Narcotic pain medications
Narcotic pain medications (such as morphine or codeine) are sometimes used for managing the initial pain of shingles. Using narcotics for PHN is somewhat controversial, but some people may benefit from the drugs. Possible side effects include confusion, dizziness and constipation, with elderly patients being particularly at risk.

Tricyclic antidepressants
Low-dose tricyclic antidepressants may also be useful. Amitriptyline, nortriptyline and desipramine can be started as soon as a diagnosis is made and can be maintained for three months. Low doses are used for the management of pain. Studies have shown that this treatment may reduce the chance of developing postherpetic pain. Unfortunately, the side effects of these drugs make them unsafe for many elderly patients.

When the Pain Persists
When the pain persists for more than three months the following therapeutic options may be tried:

Gabapentin
Originally introduced as an anti-seizure drug, gabapentin has been shown to be very effective in nerve-related pain, particularly PHN. Since it can be sedating, I often start at a low dose of 100 milligrams every eight hours, rather than the recommended dose of 300 milligrams every eight hours. In my practice, gabapentin has made a dramatic difference in patients' quality of life. Unfortunately, it is quite expensive, and some insurance plans may not cover it for this use.

Lidocaine patch
Another therapy, the lidocaine patch, made up of 5 percent lidocaine, is applied to the most painful areas of the rash. The patch can be used for up to 12 hours in a 24-hour period. This can be very effective, especially for particularly painful days, as it works quickly. However, removal of the patch may aggravate the pain.

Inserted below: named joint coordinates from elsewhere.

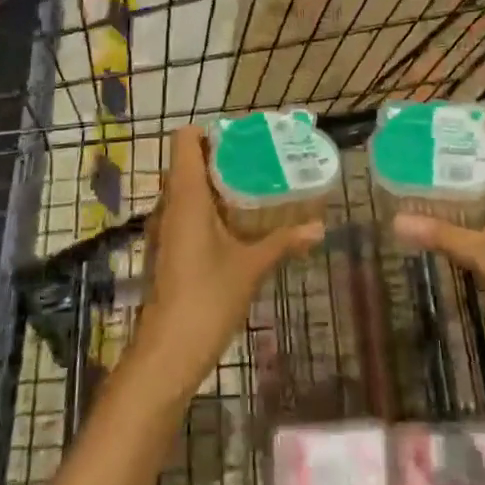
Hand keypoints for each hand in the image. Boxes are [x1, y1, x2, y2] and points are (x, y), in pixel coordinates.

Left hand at [128, 126, 323, 400]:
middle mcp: (169, 204)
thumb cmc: (207, 297)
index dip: (210, 132)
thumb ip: (284, 241)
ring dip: (215, 184)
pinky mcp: (166, 250)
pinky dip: (208, 209)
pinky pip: (185, 213)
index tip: (243, 140)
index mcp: (186, 195)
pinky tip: (237, 226)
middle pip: (188, 162)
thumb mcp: (251, 266)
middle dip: (221, 158)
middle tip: (259, 162)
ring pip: (186, 189)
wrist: (168, 352)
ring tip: (254, 189)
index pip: (185, 139)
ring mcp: (164, 228)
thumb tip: (320, 226)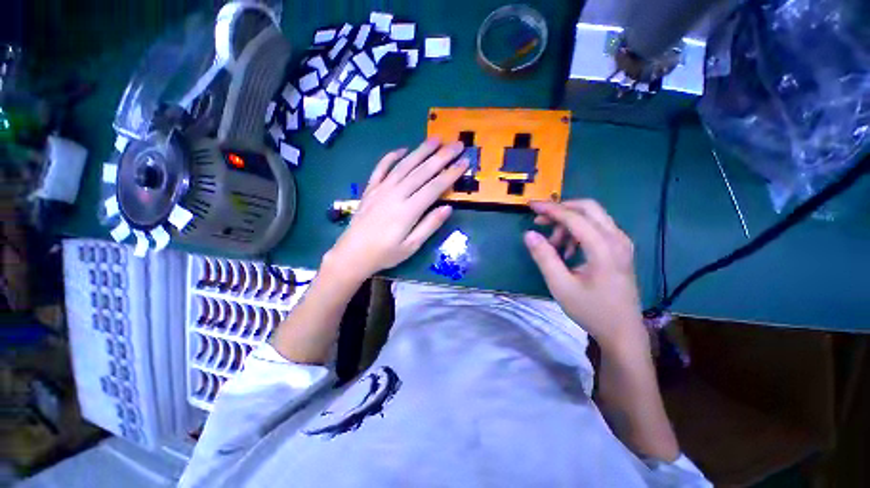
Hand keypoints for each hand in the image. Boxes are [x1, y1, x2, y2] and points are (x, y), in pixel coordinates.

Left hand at [323, 139, 467, 282]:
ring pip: (404, 165)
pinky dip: (392, 157)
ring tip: (435, 139)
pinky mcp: (370, 189)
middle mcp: (396, 194)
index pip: (435, 187)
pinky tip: (402, 150)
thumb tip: (448, 207)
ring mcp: (381, 189)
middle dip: (442, 156)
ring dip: (421, 151)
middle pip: (422, 171)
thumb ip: (429, 226)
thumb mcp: (411, 246)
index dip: (451, 174)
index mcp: (408, 210)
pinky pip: (381, 168)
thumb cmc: (385, 254)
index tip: (465, 162)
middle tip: (457, 144)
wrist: (352, 254)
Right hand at [524, 200, 647, 354]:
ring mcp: (621, 243)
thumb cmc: (591, 310)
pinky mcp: (620, 249)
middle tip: (539, 221)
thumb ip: (544, 257)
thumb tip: (529, 234)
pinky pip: (596, 228)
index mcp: (604, 248)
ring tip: (553, 245)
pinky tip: (567, 251)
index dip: (550, 209)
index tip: (530, 206)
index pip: (574, 217)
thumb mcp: (560, 285)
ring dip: (568, 223)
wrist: (623, 332)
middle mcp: (617, 239)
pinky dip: (578, 232)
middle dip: (560, 210)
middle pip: (588, 208)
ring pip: (592, 217)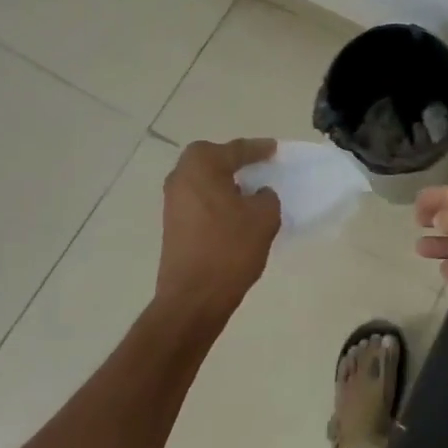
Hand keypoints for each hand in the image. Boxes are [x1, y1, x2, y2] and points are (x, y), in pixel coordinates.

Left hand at [156, 139, 281, 323]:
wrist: (193, 297)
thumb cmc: (230, 248)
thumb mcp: (264, 217)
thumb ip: (266, 197)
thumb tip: (257, 195)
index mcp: (202, 165)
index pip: (236, 150)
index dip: (259, 149)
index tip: (275, 149)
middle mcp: (181, 177)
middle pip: (213, 159)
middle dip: (235, 161)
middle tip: (258, 166)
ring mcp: (172, 201)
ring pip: (204, 181)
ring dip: (225, 182)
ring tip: (249, 191)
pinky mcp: (172, 224)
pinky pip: (199, 200)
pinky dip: (217, 200)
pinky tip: (235, 213)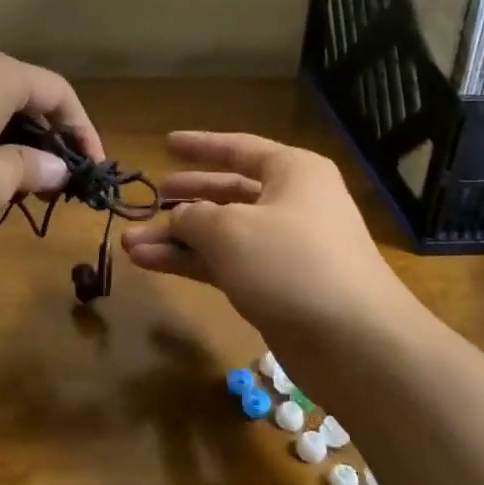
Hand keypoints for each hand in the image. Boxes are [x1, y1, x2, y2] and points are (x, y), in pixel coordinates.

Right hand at [121, 131, 419, 358]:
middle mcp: (290, 204)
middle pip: (228, 194)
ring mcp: (283, 249)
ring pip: (222, 234)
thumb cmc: (291, 262)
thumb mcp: (230, 230)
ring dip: (178, 238)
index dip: (201, 146)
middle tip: (151, 199)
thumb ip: (192, 217)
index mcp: (292, 173)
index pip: (239, 149)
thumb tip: (177, 220)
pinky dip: (191, 263)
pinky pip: (225, 264)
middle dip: (184, 200)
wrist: (352, 341)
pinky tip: (151, 263)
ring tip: (131, 244)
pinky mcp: (275, 287)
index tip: (167, 142)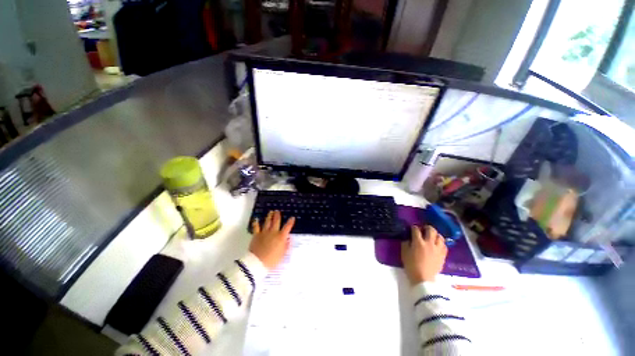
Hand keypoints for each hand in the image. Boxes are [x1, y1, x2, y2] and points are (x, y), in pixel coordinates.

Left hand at [249, 210, 295, 269]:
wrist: (257, 262)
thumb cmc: (272, 260)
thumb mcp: (282, 254)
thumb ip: (286, 246)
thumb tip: (289, 239)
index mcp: (281, 237)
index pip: (287, 227)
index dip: (290, 222)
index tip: (292, 218)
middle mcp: (273, 232)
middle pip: (276, 221)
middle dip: (277, 215)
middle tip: (278, 211)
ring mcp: (264, 233)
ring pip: (267, 222)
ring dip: (269, 216)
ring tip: (270, 212)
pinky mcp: (256, 235)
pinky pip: (256, 227)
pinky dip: (256, 223)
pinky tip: (256, 219)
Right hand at [401, 225, 447, 284]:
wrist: (423, 279)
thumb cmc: (411, 265)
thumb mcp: (404, 253)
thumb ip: (405, 243)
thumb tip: (408, 238)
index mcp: (418, 242)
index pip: (416, 229)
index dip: (414, 227)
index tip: (412, 228)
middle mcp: (429, 243)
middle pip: (431, 230)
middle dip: (427, 227)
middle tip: (424, 229)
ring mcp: (437, 249)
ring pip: (440, 237)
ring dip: (435, 234)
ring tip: (432, 236)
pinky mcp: (443, 255)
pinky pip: (444, 246)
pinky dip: (441, 243)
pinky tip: (437, 245)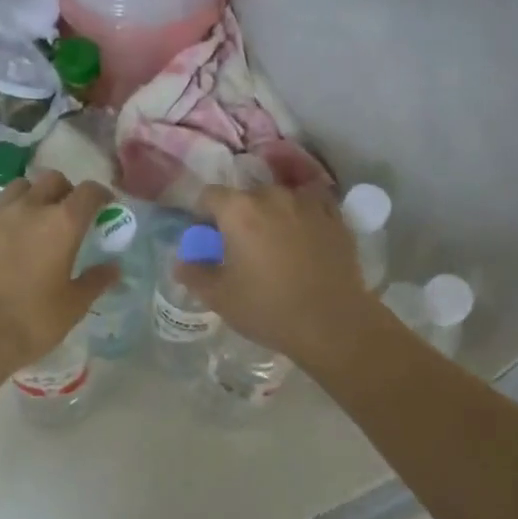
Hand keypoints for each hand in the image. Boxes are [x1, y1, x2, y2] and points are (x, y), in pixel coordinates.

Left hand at [0, 171, 120, 371]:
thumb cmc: (31, 321)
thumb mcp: (73, 306)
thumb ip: (95, 281)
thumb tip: (114, 268)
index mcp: (62, 224)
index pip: (89, 191)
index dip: (100, 195)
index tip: (104, 207)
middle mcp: (28, 208)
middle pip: (52, 180)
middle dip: (65, 191)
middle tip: (68, 215)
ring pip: (17, 188)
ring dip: (31, 198)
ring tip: (31, 222)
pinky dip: (0, 218)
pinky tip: (0, 241)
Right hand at [176, 183, 381, 370]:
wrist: (333, 323)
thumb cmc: (269, 308)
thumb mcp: (220, 298)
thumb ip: (194, 274)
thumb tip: (181, 262)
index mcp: (239, 210)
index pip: (210, 195)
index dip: (203, 213)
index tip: (207, 237)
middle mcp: (273, 195)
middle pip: (247, 196)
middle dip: (240, 215)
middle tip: (241, 246)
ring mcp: (308, 203)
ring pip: (281, 198)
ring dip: (273, 214)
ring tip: (276, 243)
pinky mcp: (336, 217)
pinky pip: (312, 206)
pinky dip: (304, 216)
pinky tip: (306, 237)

When nothing seems to work
For extremely resistant cases of PHN, a referral to a pain specialist may be needed. Nerve blocks, in which anesthetic medication is infused directly into an affected nerve, offer yet another treatment option. When all else fails, surgery to sever the nerve may be recommended.

Summary
Postherpetic neuralgia can be excruciating, disabling and difficult to treat. The best hope for shortening the duration of pain after shingles is early diagnosis and treatment with antiviral medications. It is important to visit the doctor when the pain starts, rather than deciding to live with it for a few days. When the pain persists after the lesions have crusted and resolved, newer medications can be very helpful in reducing the pain. We cannot yet predict who will have pain for weeks, months or for a lifetime, but we can do our best to help manage that pain.